## About this exercise:
Using the records that appear below, write out exactly the lines from the one with "canvas->drawRect(SkRect::MakeXYWH(950, 135, 2, 77), paint);" through the one with "SkRect::MakeXYWH(239, 439, 8, 11), SkSamplingOptions());", keeping both end lines.

--- Supplied records Enclosed Below ---

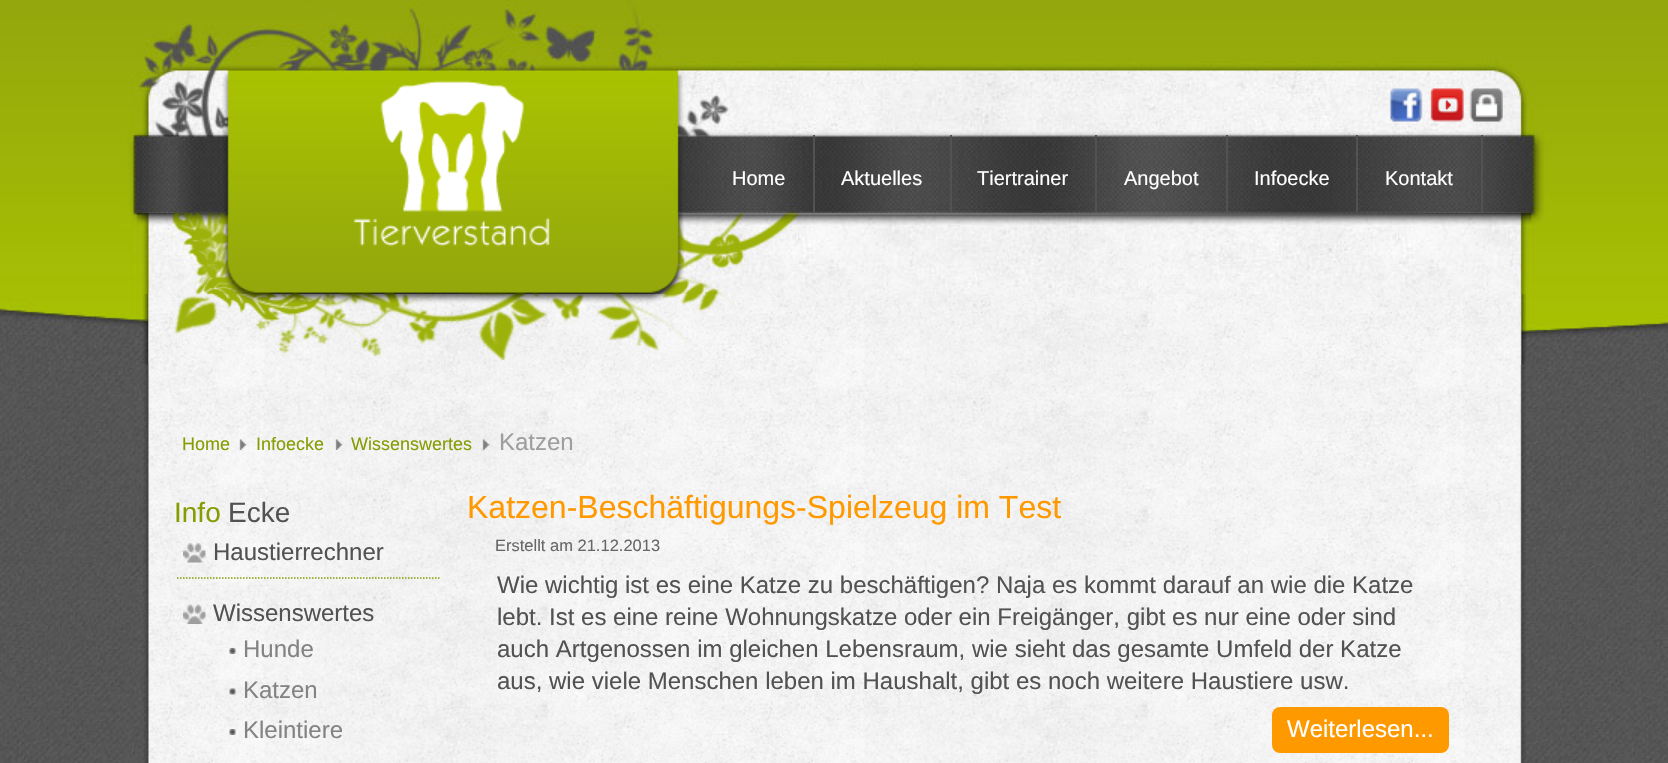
void draw(SkCanvas* canvas) {
	SkPaint paint;
	paint.setAntiAlias(true);
	auto svgPath = [&](const char* data, bool evenOdd = false) {
		SkPath result = *SkParsePath::FromSVGString(data);
		if (evenOdd) result.setFillType(SkPathFillType::kEvenOdd);
		return result;
	};
	canvas->clear(0xffffffff);
	canvas->drawImageRect(SkImages::DeferredFromEncodedData(SkData::MakeFromFileName("img1.png")), SkRect::MakeXYWH(0, 364, 1668, 399), SkSamplingOptions());
	canvas->drawImageRect(SkImages::DeferredFromEncodedData(SkData::MakeFromFileName("img2.png")), SkRect::MakeXYWH(0, 0, 1668, 365), SkSamplingOptions());
	canvas->drawImageRect(SkImages::DeferredFromEncodedData(SkData::MakeFromFileName("img7.png")), SkRect::MakeXYWH(143, 294, 1383, 469), SkSamplingOptions());
	canvas->drawImageRect(SkImages::DeferredFromEncodedData(SkData::MakeFromFileName("img8.png")), SkRect::MakeXYWH(136, 213, 1396, 147), SkSamplingOptions());
	canvas->drawImageRect(SkImages::DeferredFromEncodedData(SkData::MakeFromFileName("img3.png")), SkRect::MakeXYWH(353, 80, 197, 167), SkSamplingOptions());
	canvas->drawImageRect(SkImages::DeferredFromEncodedData(SkData::MakeFromFileName("img4.png")), SkRect::MakeXYWH(1390, 88, 33, 34), SkSamplingOptions());
	canvas->drawImageRect(SkImages::DeferredFromEncodedData(SkData::MakeFromFileName("img5.png")), SkRect::MakeXYWH(1430, 88, 34, 34), SkSamplingOptions());
	canvas->drawImageRect(SkImages::DeferredFromEncodedData(SkData::MakeFromFileName("img6.png")), SkRect::MakeXYWH(1469, 88, 34, 34), SkSamplingOptions());
	paint.setColor(0xff525252);
	canvas->drawRect(SkRect::MakeXYWH(813, 135, 2, 77), paint);
	SkFont f1(fontMgr->matchFamilyStyle("Liberation Sans", SkFontStyle::Normal()), 20);
	f1.setSubpixel(true);
	paint.setColor(0xffffffff);
	canvas->drawString("Home", 732, 185, f1, paint);
	paint.setColor(0xff525252);
	canvas->drawRect(SkRect::MakeXYWH(950, 135, 2, 77), paint);
	paint.setColor(0xffffffff);
	canvas->drawString("Aktuelles", 841, 185, f1, paint);
	paint.setColor(0xff525252);
	canvas->drawRect(SkRect::MakeXYWH(1095, 135, 2, 77), paint);
	paint.setColor(0xffffffff);
	canvas->drawString("Tiertrainer", 977, 185, f1, paint);
	paint.setColor(0xff525252);
	canvas->drawRect(SkRect::MakeXYWH(1226, 135, 2, 77), paint);
	paint.setColor(0xffffffff);
	canvas->drawString("Angebot", 1124, 185, f1, paint);
	paint.setColor(0xff525252);
	canvas->drawRect(SkRect::MakeXYWH(1356, 135, 2, 77), paint);
	paint.setColor(0xffffffff);
	canvas->drawString("Infoecke", 1254, 185, f1, paint);
	paint.setColor(0xff525252);
	canvas->drawRect(SkRect::MakeXYWH(1481, 135, 2, 77), paint);
	paint.setColor(0xffffffff);
	canvas->drawString("Kontakt", 1385, 185, f1, paint);
	SkFont f2(fontMgr->matchFamilyStyle("Liberation Sans", SkFontStyle::Normal()), 18);
	f2.setSubpixel(true);
	paint.setColor(0xff869c00);
	canvas->drawString("Home", 182, 450, f2, paint);
	canvas->drawImageRect(SkImages::DeferredFromEncodedData(SkData::MakeFromFileName("img9.png")), SkRect::MakeXYWH(239, 439, 8, 11), SkSamplingOptions());
	canvas->drawString("Infoecke", 256, 450, f2, paint);
	canvas->drawImageRect(SkImages::DeferredFromEncodedData(SkData::MakeFromFileName("img10.png")), SkRect::MakeXYWH(335, 439, 8, 11), SkSamplingOptions());
	canvas->drawString("Wissenswertes", 351, 450, f2, paint);
	canvas->drawImageRect(SkImages::DeferredFromEncodedData(SkData::MakeFromFileName("img11.png")), SkRect::MakeXYWH(482, 439, 8, 11), SkSamplingOptions());
	SkFont f3(fontMgr->matchFamilyStyle("Liberation Sans", SkFontStyle::Normal()), 24);
	f3.setSubpixel(true);
	paint.setColor(0xff9e9e9e);
	canvas->drawString("Katzen", 499, 450, f3, paint);
	SkFont f4(fontMgr->matchFamilyStyle("Liberation Sans", SkFontStyle::Normal()), 28);
	f4.setSubpixel(true);
	paint.setColor(0xff869c00);
	canvas->drawString("Info", 174, 522, f4, paint);
	paint.setColor(0xff525252);
	canvas->drawString("Ecke", 228, 522, f4, paint);
	paint.setStroke(true);
	paint.setStrokeWidth(1.5);
	paint.setColor(0xff869c00);
	paint.setPathEffect(SkDashPathEffect::Make({{1.5f, 1.5f}}, 0));
	canvas->drawPath(svgPath("M177 578H441"), paint);
	paint.setPathEffect(nullptr);
	canvas->drawImageRect(SkImages::DeferredFromEncodedData(SkData::MakeFromFileName("img12.png")), SkRect::MakeXYWH(183, 543, 23, 20), SkSamplingOptions());
	paint.setStroke(false);
	paint.setColor(0xff525252);
	canvas->drawString("Haustierrechner", 213, 560, f3, paint);
	canvas->drawImageRect(SkImages::DeferredFromEncodedData(SkData::MakeFromFileName("img13.png")), SkRect::MakeXYWH(183, 604, 23, 20), SkSamplingOptions());
	canvas->drawString("Wissenswertes", 213, 621, f3, paint);
	canvas->drawImageRect(SkImages::DeferredFromEncodedData(SkData::MakeFromFileName("img14.png")), SkRect::MakeXYWH(229, 648, 7, 6), SkSamplingOptions());
	paint.setColor(0xff838383);
	canvas->drawString("Hunde", 243, 657, f3, paint);
	canvas->drawImageRect(SkImages::DeferredFromEncodedData(SkData::MakeFromFileName("img15.png")), SkRect::MakeXYWH(229, 688, 7, 7), SkSamplingOptions());
	canvas->drawString("Katzen", 243, 698, f3, paint);
	canvas->drawImageRect(SkImages::DeferredFromEncodedData(SkData::MakeFromFileName("img16.png")), SkRect::MakeXYWH(229, 729, 7, 6), SkSamplingOptions());
	canvas->drawString("Kleintiere", 243, 738, f3, paint);
	SkFont f5(fontMgr->matchFamilyStyle("Liberation Sans", SkFontStyle::Normal()), 32);
	f5.setSubpixel(true);
	paint.setColor(0xffff9900);
	canvas->drawString("Katzen-Beschäftigungs-Spielzeug im Test", 467, 518, f5, paint);
	SkFont f6(fontMgr->matchFamilyStyle("Liberation Sans", SkFontStyle::Normal()), 16.5);
	f6.setSubpixel(true);
	paint.setColor(0xff666666);
	canvas->drawString("Erstellt am 21.12.2013", 495, 551, f6, paint);
	paint.setColor(0xff525252);
	canvas->drawString("Wie wichtig ist es eine Katze zu beschäftigen? Naja es kommt darauf an wie die Katze", 497, 593, f3, paint);
	canvas->drawString("lebt. Ist es eine reine Wohnungskatze oder ein Freigänger, gibt es nur eine oder sind", 497, 625, f3, paint);
	canvas->drawString("auch Artgenossen im gleichen Lebensraum, wie sieht das gesamte Umfeld der Katze", 497, 657, f3, paint);
	canvas->drawString("aus, wie viele Menschen leben im Haushalt, gibt es noch weitere Haustiere usw.", 497, 689, f3, paint);
	paint.setColor(0xffff9900);
	canvas->drawRoundRect(SkRect::MakeXYWH(1272, 707, 177, 46), 8, 8, paint);
	paint.setColor(0xffffffff);
	canvas->drawString("Weiterlesen...", 1287, 737, f3, paint);
}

--- End of Enclosed Supplied records ---

## Response box:
	canvas->drawRect(SkRect::MakeXYWH(950, 135, 2, 77), paint);
	paint.setColor(0xffffffff);
	canvas->drawString("Aktuelles", 841, 185, f1, paint);
	paint.setColor(0xff525252);
	canvas->drawRect(SkRect::MakeXYWH(1095, 135, 2, 77), paint);
	paint.setColor(0xffffffff);
	canvas->drawString("Tiertrainer", 977, 185, f1, paint);
	paint.setColor(0xff525252);
	canvas->drawRect(SkRect::MakeXYWH(1226, 135, 2, 77), paint);
	paint.setColor(0xffffffff);
	canvas->drawString("Angebot", 1124, 185, f1, paint);
	paint.setColor(0xff525252);
	canvas->drawRect(SkRect::MakeXYWH(1356, 135, 2, 77), paint);
	paint.setColor(0xffffffff);
	canvas->drawString("Infoecke", 1254, 185, f1, paint);
	paint.setColor(0xff525252);
	canvas->drawRect(SkRect::MakeXYWH(1481, 135, 2, 77), paint);
	paint.setColor(0xffffffff);
	canvas->drawString("Kontakt", 1385, 185, f1, paint);
	SkFont f2(fontMgr->matchFamilyStyle("Liberation Sans", SkFontStyle::Normal()), 18);
	f2.setSubpixel(true);
	paint.setColor(0xff869c00);
	canvas->drawString("Home", 182, 450, f2, paint);
	canvas->drawImageRect(SkImages::DeferredFromEncodedData(SkData::MakeFromFileName("img9.png")), SkRect::MakeXYWH(239, 439, 8, 11), SkSamplingOptions());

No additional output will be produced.